L’analyse du corpus a permis de dégager certaines spécificités des nouvelles formes d’écriture scénaristiques pensées pour les nouveaux écrans. L’un des traits distinctifs des récits du web sont les dispositifs de lecture qui mettent en scène un ou plusieurs lieux d’interaction (lectoriel, narratif et diégétique), tels qu’explicités par Bouchardon et Ghitalla. Aussi, l’internaute-spectateur défini par Châteauvert est susceptible de devenir un spectateur-usager ou un spectateur-scénariste. De plus, les enjeux de l’interface numérique et le régime communicationnel de l’interactivité nommés par Di Crosta pour caractériser les jeux vidéo et les films actables semblent transférables aux productions de types webdocumentaire et websérie. Inspirés par la pensée du numérique développée par Delavaud, nous avons tenté de démontrer que les nouveaux scénarios peuvent faire partie de ces contenus qui se créent par et pour les nouveaux médias.
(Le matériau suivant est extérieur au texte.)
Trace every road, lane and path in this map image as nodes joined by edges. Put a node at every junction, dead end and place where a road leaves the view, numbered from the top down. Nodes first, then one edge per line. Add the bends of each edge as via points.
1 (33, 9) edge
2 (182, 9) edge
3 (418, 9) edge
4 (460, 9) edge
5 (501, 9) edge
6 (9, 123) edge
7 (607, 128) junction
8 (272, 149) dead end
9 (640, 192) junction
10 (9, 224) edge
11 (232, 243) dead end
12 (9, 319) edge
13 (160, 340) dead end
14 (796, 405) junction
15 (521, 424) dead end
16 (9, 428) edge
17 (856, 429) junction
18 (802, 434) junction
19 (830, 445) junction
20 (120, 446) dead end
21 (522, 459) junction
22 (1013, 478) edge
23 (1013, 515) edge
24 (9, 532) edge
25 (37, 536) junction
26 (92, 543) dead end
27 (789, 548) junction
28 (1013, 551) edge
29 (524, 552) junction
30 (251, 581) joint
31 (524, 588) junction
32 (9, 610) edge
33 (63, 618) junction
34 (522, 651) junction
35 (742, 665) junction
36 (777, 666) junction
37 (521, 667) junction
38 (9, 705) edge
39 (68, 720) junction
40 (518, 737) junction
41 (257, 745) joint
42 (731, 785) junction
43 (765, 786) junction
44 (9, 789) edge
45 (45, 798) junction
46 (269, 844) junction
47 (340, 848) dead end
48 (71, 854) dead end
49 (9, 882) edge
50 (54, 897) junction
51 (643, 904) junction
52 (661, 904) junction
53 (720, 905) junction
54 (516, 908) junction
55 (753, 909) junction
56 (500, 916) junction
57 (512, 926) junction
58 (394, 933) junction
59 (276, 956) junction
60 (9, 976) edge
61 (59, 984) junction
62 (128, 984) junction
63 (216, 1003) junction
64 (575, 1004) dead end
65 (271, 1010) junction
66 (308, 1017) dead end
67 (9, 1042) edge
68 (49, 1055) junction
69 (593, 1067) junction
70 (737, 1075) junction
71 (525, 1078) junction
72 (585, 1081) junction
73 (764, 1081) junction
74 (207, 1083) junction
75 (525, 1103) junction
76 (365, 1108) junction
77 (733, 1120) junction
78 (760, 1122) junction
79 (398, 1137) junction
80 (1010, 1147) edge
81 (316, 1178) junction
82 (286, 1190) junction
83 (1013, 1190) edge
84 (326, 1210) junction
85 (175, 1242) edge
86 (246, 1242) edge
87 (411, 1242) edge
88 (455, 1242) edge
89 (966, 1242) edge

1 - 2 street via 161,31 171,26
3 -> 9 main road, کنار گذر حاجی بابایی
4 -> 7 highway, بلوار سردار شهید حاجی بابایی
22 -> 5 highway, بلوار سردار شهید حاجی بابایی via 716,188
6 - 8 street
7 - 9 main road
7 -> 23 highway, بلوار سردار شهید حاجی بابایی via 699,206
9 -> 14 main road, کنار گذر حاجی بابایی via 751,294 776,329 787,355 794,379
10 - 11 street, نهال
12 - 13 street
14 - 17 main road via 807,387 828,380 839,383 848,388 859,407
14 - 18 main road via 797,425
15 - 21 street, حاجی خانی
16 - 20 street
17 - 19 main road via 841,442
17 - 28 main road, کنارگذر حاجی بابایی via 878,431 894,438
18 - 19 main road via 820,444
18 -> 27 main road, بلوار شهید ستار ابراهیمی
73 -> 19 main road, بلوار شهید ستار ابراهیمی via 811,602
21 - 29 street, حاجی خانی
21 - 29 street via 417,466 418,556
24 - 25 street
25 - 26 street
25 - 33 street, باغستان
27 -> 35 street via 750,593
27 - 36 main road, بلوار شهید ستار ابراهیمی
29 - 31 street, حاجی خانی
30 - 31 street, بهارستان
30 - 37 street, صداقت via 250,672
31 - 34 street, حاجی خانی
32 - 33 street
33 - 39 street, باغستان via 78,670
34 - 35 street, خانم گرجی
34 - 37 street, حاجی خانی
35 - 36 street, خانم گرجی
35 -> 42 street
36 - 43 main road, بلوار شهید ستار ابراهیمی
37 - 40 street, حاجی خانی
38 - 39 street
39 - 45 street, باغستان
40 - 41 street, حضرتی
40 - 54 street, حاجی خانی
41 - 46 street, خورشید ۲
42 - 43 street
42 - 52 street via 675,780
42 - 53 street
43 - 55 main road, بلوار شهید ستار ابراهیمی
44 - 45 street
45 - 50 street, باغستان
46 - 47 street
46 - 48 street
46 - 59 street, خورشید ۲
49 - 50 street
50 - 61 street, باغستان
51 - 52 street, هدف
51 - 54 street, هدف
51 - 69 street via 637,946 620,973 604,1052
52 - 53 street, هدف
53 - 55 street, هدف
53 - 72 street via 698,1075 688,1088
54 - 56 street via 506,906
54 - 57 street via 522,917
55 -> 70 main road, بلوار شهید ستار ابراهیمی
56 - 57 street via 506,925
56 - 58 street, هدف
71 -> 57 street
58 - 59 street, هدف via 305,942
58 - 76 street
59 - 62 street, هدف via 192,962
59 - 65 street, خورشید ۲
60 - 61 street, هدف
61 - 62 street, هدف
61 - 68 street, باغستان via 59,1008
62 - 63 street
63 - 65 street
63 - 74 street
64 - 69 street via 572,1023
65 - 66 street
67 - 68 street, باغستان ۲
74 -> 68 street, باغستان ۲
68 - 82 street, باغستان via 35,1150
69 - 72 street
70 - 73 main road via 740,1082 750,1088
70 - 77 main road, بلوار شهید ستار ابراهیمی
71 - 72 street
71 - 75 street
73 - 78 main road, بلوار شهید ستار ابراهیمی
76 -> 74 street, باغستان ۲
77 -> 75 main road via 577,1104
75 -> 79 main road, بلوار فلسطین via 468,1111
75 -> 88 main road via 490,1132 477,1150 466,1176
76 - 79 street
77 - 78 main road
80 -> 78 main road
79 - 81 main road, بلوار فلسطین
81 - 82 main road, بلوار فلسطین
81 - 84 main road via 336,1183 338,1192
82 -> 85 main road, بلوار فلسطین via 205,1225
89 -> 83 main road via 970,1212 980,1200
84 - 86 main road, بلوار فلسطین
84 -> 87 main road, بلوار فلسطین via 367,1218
Même si les scénaristes du web ne sont pas dans l’obligation de créer des œuvres interactives (plusieurs webséries ressemblent à des téléséries de format court), les possibilités du numérique laissent entrevoir un renouveau des contenus narratifs en fiction et en documentaire. À la lumière des travaux de Bouchardon et Ghittala, nous pouvons conclure que « concilier interactivité et narrativité, c’est permettre à l’interacteur de réfléchir le récit et son dispositif, l’interacteur étant inclus dans celui-ci » (Bouchardon et Ghitalla, 2003, 10). Ainsi, nous pouvons croire que les pratiques de scénarisation se développeront en tenant compte du récit, mais également du dispositif, de l’interactivité et du rôle du spectateur, tel que l’énonçait notre hypothèse de travail en introduction. En conclusion, nous retenons que le travail d’écriture ne se fait plus dans l’ombre. Souvent bien moins connus et reconnus que les réalisateurs, voilà que le travail des scénaristes, professionnels et amateurs, se retrouve au cœur de ces productions inédites.